Output only the lines below from the one holding "ring mcp: (182, 210)" down to the one holding "pinky mcp: (738, 258)", both end lines included and every picture dropped.

- - -

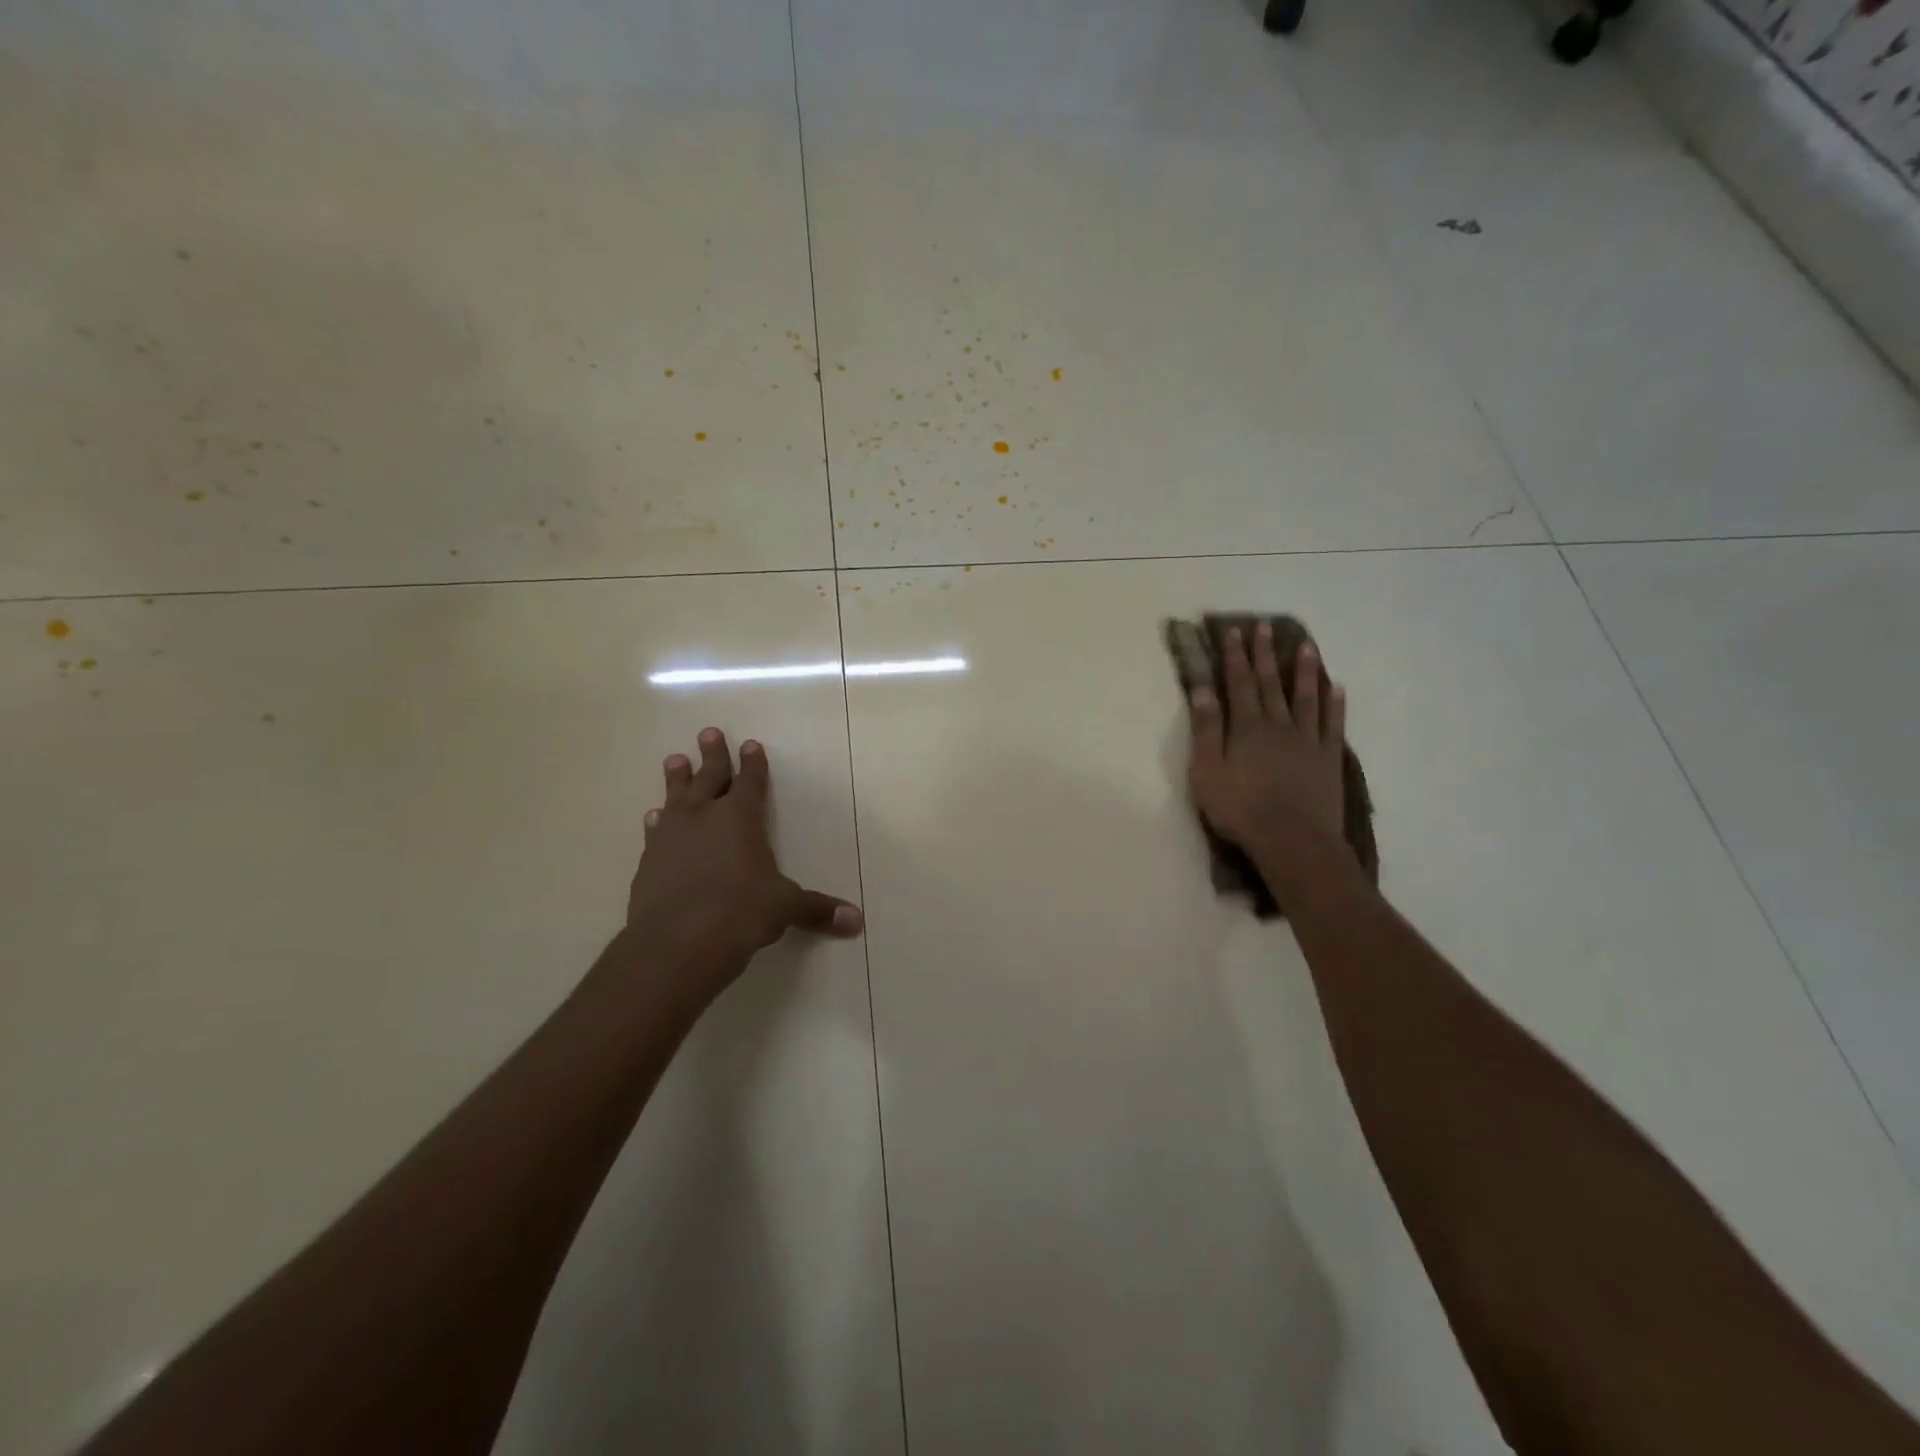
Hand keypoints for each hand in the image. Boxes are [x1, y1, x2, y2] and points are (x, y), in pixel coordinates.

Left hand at [623, 728, 862, 1008]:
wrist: (676, 944)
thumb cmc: (741, 914)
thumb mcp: (785, 908)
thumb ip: (817, 909)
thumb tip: (857, 922)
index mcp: (741, 818)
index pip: (750, 782)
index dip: (753, 763)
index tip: (750, 744)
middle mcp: (704, 818)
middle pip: (709, 777)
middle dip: (713, 755)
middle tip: (708, 732)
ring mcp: (671, 837)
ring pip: (676, 797)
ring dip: (677, 779)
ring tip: (674, 759)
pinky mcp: (648, 861)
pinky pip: (655, 831)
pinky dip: (657, 821)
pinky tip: (654, 816)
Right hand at [1187, 624, 1349, 864]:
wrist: (1292, 840)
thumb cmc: (1240, 808)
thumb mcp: (1207, 770)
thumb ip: (1206, 729)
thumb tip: (1202, 690)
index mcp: (1246, 727)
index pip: (1238, 683)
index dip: (1236, 657)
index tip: (1235, 632)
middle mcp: (1278, 725)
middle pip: (1270, 683)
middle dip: (1265, 655)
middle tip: (1266, 627)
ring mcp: (1307, 740)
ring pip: (1305, 697)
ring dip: (1304, 671)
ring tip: (1307, 647)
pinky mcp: (1328, 758)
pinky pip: (1332, 724)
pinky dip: (1335, 704)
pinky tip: (1337, 688)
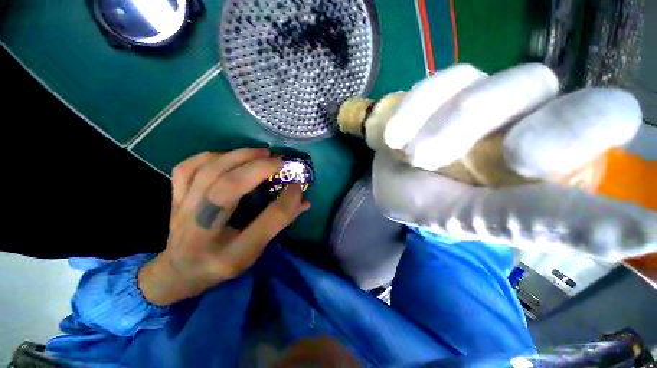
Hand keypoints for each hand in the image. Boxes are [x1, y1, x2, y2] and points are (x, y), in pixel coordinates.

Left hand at [139, 149, 309, 305]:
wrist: (179, 272)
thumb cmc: (221, 264)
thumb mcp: (254, 251)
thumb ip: (278, 223)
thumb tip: (303, 200)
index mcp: (229, 253)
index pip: (265, 223)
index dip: (286, 202)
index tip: (298, 186)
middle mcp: (203, 231)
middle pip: (227, 188)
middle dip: (257, 168)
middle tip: (278, 161)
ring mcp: (182, 210)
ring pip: (206, 172)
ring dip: (238, 157)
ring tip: (259, 153)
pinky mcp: (175, 198)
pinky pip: (186, 169)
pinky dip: (208, 157)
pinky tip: (227, 157)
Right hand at [373, 63, 655, 260]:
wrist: (392, 181)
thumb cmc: (427, 207)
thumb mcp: (475, 220)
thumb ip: (546, 221)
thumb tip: (652, 233)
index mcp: (548, 159)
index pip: (602, 117)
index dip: (581, 128)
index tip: (538, 156)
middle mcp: (524, 116)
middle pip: (540, 86)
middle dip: (490, 120)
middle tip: (454, 155)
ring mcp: (480, 96)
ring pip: (484, 85)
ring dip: (441, 127)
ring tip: (410, 157)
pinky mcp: (442, 89)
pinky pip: (437, 84)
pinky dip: (413, 111)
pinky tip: (394, 138)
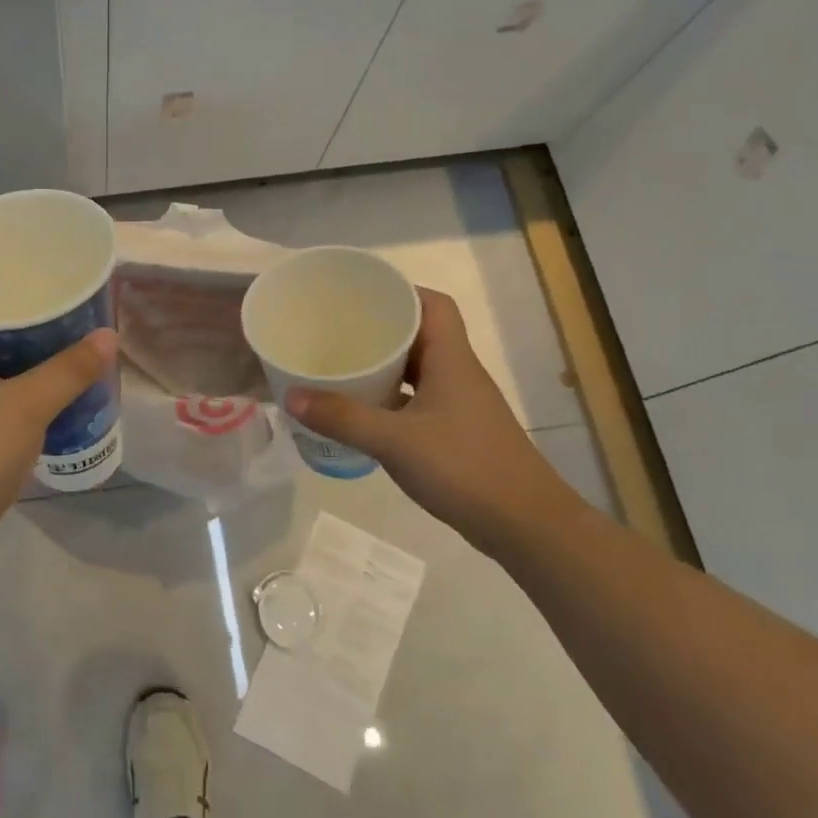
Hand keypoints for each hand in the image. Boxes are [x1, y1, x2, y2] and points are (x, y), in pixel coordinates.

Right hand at [285, 288, 585, 554]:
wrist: (526, 526)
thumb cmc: (465, 468)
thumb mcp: (396, 441)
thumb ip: (343, 418)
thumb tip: (291, 395)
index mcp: (452, 359)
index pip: (433, 305)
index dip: (400, 291)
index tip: (359, 294)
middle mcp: (458, 374)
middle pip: (420, 334)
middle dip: (380, 328)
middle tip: (336, 329)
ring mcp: (459, 405)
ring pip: (417, 369)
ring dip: (383, 365)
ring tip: (340, 365)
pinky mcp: (455, 433)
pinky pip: (416, 400)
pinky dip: (389, 399)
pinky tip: (362, 412)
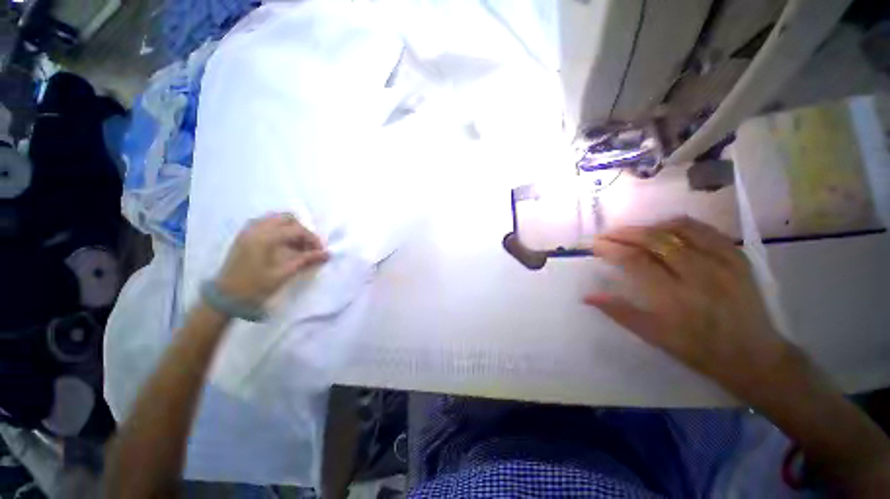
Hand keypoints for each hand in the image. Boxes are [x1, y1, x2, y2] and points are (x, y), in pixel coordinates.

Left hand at [216, 213, 328, 305]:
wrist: (225, 296)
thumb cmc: (255, 286)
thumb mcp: (283, 274)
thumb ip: (306, 260)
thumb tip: (327, 254)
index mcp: (265, 238)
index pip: (297, 229)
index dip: (313, 239)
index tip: (320, 252)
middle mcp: (256, 229)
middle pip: (288, 218)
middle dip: (302, 231)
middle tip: (308, 247)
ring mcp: (248, 230)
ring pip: (277, 219)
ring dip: (291, 229)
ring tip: (297, 246)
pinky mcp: (245, 235)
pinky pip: (266, 223)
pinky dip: (279, 230)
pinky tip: (283, 245)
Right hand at [584, 217, 790, 395]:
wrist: (755, 356)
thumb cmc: (699, 350)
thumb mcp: (656, 337)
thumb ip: (619, 312)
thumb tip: (587, 295)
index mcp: (676, 298)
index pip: (636, 261)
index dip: (612, 249)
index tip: (596, 245)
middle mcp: (700, 275)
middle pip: (656, 240)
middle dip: (625, 233)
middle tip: (608, 234)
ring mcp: (723, 263)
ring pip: (679, 230)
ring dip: (649, 227)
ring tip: (632, 231)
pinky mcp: (738, 258)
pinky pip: (705, 230)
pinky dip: (680, 224)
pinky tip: (665, 227)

- - -

Solution to the problem:
ring mcp: (182, 210)
ring pip: (206, 172)
ring dip: (238, 157)
ring tip: (259, 153)
pinky mcp: (175, 198)
pinky pip: (186, 169)
pinky dip: (208, 157)
pinky tip: (227, 157)
Right hand at [373, 63, 655, 260]:
wrist: (392, 181)
thumb cmc: (427, 207)
thumb mcp: (475, 220)
thumb ip: (546, 221)
thumb tip: (652, 233)
index mcp: (548, 159)
index pip: (602, 117)
index dip: (581, 128)
index tip: (538, 156)
middle mcp: (524, 116)
middle pip: (540, 86)
middle dip: (490, 120)
middle tip: (454, 155)
ring mcp: (480, 96)
ring pip: (484, 85)
ring dip: (441, 127)
ring tip: (410, 157)
pinky mcp: (442, 89)
pinky pip: (437, 84)
pinky dip: (413, 111)
pinky tip: (394, 138)
Hand keypoints for each hand in the image. Boxes are [x1, y1, x2, y2] and points are (x, y), in pixel coordinates.

Right hand at [285, 288, 585, 554]:
wrist: (526, 526)
thumb cmc: (465, 468)
thumb mcp: (396, 441)
thumb ip: (343, 418)
thumb tip: (291, 395)
index mcp: (452, 359)
index pip: (433, 305)
index dip: (400, 291)
index tip: (359, 294)
middle mcp: (458, 374)
middle pip: (420, 334)
middle dip: (380, 328)
middle tip: (336, 329)
ring mcp: (459, 405)
ring pip: (417, 369)
ring dip: (383, 365)
ring tip: (340, 365)
pinky mcp: (455, 433)
pinky pip: (416, 400)
pinky dip: (389, 399)
pinky tip: (362, 412)
Hand keypoints for each hand in the image. Boxes are [x1, y1, x2, y2] and points are (x, y), in pixel coordinates.

Left hand at [216, 213, 328, 305]:
wrist: (225, 296)
thumb cmc: (255, 286)
thumb mcp: (283, 274)
thumb ip: (306, 260)
thumb tip: (327, 254)
index mcp: (265, 238)
index pip: (297, 229)
index dip: (313, 239)
index tip: (320, 252)
middle mcp: (256, 229)
middle pip: (288, 218)
middle dip: (302, 231)
middle tip: (308, 247)
ring mcp: (248, 230)
ring pip: (277, 219)
ring dip: (291, 229)
ring tip: (297, 246)
pinky mcp: (245, 235)
pinky pip: (266, 223)
pinky dip: (279, 230)
pinky tip: (283, 245)
Right hand at [584, 217, 790, 395]:
wrist: (755, 356)
thumb cmc: (699, 350)
thumb mcp: (656, 337)
thumb ip: (619, 312)
thumb tip: (587, 295)
index mcp: (676, 298)
index pip: (636, 261)
index dip: (612, 249)
index tip: (596, 245)
middle mcp: (700, 275)
middle pip: (656, 240)
middle dip: (625, 233)
middle tip: (608, 234)
ring mcp: (723, 263)
ring pip: (679, 230)
ring dip: (649, 227)
ring tip: (632, 231)
pinky mcp: (738, 258)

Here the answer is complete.